Slap in a one page "This is presented as is from 1985 for the purposes of just putting it out there" and I think most issues would be resolved.

When I posted about it earlier, I did not have the actual wording to add to the post, but here is how Disney words it on at least some of their older content:

This program is presented as originally created. It may contain outdated cultural depictions.

@PsyzhranV2 It is nice and all to show that person's tweets saying to butt out, but does Kienna actually tweet why they think it is harmful? Or are they just trying to pull one of those "because I said so" things that parents use?[/quote]
 

It's a 35 year old book with "oriental" in the title. I expect it's adults who are purchasing digital copies and I believe they're intelligent enough to figure out whether or not they want to buy it. You can't buy a product that's almost old enough to retire with full benefits and expect it to have been written with the same sensibilities, style, or standards of 2020. But while I think a disclaimer is silly and won't appease everyone I don't object to it being there.
And its being sold for $5 on a website today with basically no notes on that history. I know you and I know about all of the history of 1E and all of its weird quirks, but given D&D's a lot bigger of a thing nowerdays, we're among the few. If there's no disclaimer of "We're just shoving this up here for archival purposes and haven't touched a thing", then, well, you can at least assume stuff is being checked for any problems. And then you get OA.

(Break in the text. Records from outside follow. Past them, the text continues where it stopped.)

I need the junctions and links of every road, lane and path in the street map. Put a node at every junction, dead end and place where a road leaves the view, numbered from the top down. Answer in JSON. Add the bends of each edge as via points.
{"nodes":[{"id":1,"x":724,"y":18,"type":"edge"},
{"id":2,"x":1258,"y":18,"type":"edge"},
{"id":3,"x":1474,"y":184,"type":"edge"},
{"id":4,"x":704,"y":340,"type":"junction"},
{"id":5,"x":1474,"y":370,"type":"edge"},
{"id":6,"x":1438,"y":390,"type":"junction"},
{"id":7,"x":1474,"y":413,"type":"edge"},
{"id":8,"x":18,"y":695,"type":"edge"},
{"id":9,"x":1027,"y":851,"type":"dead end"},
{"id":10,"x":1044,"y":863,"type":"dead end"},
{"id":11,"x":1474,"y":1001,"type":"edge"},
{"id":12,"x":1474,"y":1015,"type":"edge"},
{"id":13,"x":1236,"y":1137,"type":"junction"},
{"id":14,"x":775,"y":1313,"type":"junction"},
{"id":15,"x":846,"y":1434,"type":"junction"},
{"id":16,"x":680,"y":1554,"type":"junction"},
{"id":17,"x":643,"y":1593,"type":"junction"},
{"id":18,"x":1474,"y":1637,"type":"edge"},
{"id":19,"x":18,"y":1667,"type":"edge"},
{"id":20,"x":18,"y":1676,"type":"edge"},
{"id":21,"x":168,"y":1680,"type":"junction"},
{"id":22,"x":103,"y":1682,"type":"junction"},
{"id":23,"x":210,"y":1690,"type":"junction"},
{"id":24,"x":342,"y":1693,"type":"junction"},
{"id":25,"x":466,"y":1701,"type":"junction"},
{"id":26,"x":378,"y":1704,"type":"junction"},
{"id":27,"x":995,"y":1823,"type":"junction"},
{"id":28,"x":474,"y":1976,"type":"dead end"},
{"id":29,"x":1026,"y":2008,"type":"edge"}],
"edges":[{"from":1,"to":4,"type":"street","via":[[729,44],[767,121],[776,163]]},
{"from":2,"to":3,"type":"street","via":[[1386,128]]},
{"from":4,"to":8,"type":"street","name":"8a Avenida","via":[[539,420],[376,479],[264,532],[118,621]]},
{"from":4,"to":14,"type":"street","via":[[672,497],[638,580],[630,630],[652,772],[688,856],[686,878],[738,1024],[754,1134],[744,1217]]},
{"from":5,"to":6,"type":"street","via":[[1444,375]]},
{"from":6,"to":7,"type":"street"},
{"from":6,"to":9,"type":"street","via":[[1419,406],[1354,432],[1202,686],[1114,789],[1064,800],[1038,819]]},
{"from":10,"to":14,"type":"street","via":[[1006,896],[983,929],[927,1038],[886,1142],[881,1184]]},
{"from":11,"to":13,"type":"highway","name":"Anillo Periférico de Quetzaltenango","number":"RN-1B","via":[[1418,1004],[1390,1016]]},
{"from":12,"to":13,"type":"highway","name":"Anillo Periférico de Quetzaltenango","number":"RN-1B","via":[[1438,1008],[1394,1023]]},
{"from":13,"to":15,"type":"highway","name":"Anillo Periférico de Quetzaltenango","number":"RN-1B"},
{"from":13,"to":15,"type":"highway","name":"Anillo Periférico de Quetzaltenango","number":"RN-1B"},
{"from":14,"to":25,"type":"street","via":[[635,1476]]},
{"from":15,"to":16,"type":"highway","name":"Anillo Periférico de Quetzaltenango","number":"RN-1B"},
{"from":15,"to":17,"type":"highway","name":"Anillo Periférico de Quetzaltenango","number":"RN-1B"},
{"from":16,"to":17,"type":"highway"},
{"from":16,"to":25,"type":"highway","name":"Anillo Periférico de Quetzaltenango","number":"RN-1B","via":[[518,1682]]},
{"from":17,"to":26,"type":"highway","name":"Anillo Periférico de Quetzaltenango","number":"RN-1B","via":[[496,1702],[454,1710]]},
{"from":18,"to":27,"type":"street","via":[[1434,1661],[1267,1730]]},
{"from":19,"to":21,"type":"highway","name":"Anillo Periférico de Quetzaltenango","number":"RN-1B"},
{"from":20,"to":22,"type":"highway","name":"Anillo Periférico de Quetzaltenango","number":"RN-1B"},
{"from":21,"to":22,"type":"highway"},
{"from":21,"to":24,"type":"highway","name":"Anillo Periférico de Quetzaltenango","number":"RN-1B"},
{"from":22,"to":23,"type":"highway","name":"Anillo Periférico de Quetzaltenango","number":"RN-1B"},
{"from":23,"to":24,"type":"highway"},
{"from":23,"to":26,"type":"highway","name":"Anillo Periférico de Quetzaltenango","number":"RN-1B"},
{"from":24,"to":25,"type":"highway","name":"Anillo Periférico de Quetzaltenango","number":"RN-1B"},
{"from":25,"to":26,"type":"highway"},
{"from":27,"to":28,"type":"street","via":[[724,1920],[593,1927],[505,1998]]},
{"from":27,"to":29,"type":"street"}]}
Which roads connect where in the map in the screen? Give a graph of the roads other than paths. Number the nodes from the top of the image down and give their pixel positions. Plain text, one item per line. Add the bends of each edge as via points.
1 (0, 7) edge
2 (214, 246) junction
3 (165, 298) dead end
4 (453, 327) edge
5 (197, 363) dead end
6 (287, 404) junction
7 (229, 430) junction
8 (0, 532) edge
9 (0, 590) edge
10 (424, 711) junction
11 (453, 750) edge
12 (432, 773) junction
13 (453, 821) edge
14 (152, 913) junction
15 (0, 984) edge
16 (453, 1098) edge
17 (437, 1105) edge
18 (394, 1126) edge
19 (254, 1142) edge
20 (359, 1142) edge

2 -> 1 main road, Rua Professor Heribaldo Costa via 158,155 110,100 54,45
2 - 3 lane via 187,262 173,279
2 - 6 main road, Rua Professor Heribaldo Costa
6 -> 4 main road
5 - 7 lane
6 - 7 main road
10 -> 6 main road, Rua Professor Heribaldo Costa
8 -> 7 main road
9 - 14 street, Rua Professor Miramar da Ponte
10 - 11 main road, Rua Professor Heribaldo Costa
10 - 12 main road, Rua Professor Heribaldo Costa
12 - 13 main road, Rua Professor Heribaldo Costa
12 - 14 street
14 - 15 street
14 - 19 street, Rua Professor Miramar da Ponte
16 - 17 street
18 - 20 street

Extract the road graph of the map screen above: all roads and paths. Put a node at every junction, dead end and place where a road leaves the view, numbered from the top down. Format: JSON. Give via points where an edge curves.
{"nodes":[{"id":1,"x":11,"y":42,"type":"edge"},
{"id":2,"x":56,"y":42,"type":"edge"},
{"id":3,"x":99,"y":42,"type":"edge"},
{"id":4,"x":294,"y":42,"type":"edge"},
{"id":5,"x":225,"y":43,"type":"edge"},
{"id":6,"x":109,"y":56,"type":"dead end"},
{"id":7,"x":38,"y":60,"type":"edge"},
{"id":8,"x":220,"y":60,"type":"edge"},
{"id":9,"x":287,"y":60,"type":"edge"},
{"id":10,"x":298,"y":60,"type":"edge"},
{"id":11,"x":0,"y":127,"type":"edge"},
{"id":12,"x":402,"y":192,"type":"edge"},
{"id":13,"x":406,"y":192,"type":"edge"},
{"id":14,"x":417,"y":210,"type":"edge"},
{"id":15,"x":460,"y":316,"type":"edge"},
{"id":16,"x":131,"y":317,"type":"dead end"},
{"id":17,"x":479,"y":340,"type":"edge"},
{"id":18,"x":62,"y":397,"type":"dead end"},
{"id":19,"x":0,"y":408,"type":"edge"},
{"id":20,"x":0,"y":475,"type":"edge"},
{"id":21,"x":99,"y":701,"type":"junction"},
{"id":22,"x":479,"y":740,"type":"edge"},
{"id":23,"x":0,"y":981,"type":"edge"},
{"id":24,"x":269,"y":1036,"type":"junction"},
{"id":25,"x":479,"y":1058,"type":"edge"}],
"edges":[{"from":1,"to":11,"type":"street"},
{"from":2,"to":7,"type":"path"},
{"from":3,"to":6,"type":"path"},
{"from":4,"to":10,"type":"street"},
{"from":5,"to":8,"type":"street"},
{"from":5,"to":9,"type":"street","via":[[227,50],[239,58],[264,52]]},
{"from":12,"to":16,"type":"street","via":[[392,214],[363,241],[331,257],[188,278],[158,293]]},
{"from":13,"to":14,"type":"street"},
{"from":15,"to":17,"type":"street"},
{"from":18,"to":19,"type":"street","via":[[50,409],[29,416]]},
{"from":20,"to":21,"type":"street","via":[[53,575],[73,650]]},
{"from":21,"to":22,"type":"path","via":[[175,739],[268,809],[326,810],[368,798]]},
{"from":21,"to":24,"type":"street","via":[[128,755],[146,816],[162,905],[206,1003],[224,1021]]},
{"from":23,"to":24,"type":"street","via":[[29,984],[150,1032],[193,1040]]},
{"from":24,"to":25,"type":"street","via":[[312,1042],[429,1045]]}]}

D&D's bigger than ever before and folks are going to poke downwards from the surface of 5E into facets of its history while not being aware of other parts of it. Disclaimer at least shows they're willing to put their money where their mouth is and do -something-, because most of the original call-out was pointing out that WotC weren't doing anything despite their words saying they would

As I said before, I'd prefer it if they don't make me go through the work of removing that message before printing, as the DRM watermark is already bad enough. On the other hand, a disclaimer in the product page is not only reasonable, in my opinion, but also something that people would see before buying, which I think is the best option in this case.
Hence, slip it onto a separate page. Its a PDF, just slip it between the title and the contents. Don't want it? Don't select page 3 when printing. Quick, simple, should handle most problems
 

That we should double check what they find offensive, and triple check with those consultants about how big of a deal it is.

I think this is the majority of the problem, how "big" it is lies on a kinda wide spectrum, and like most things on the internet, our discussions get polarized into the extreme ends of right and wrong absolutes.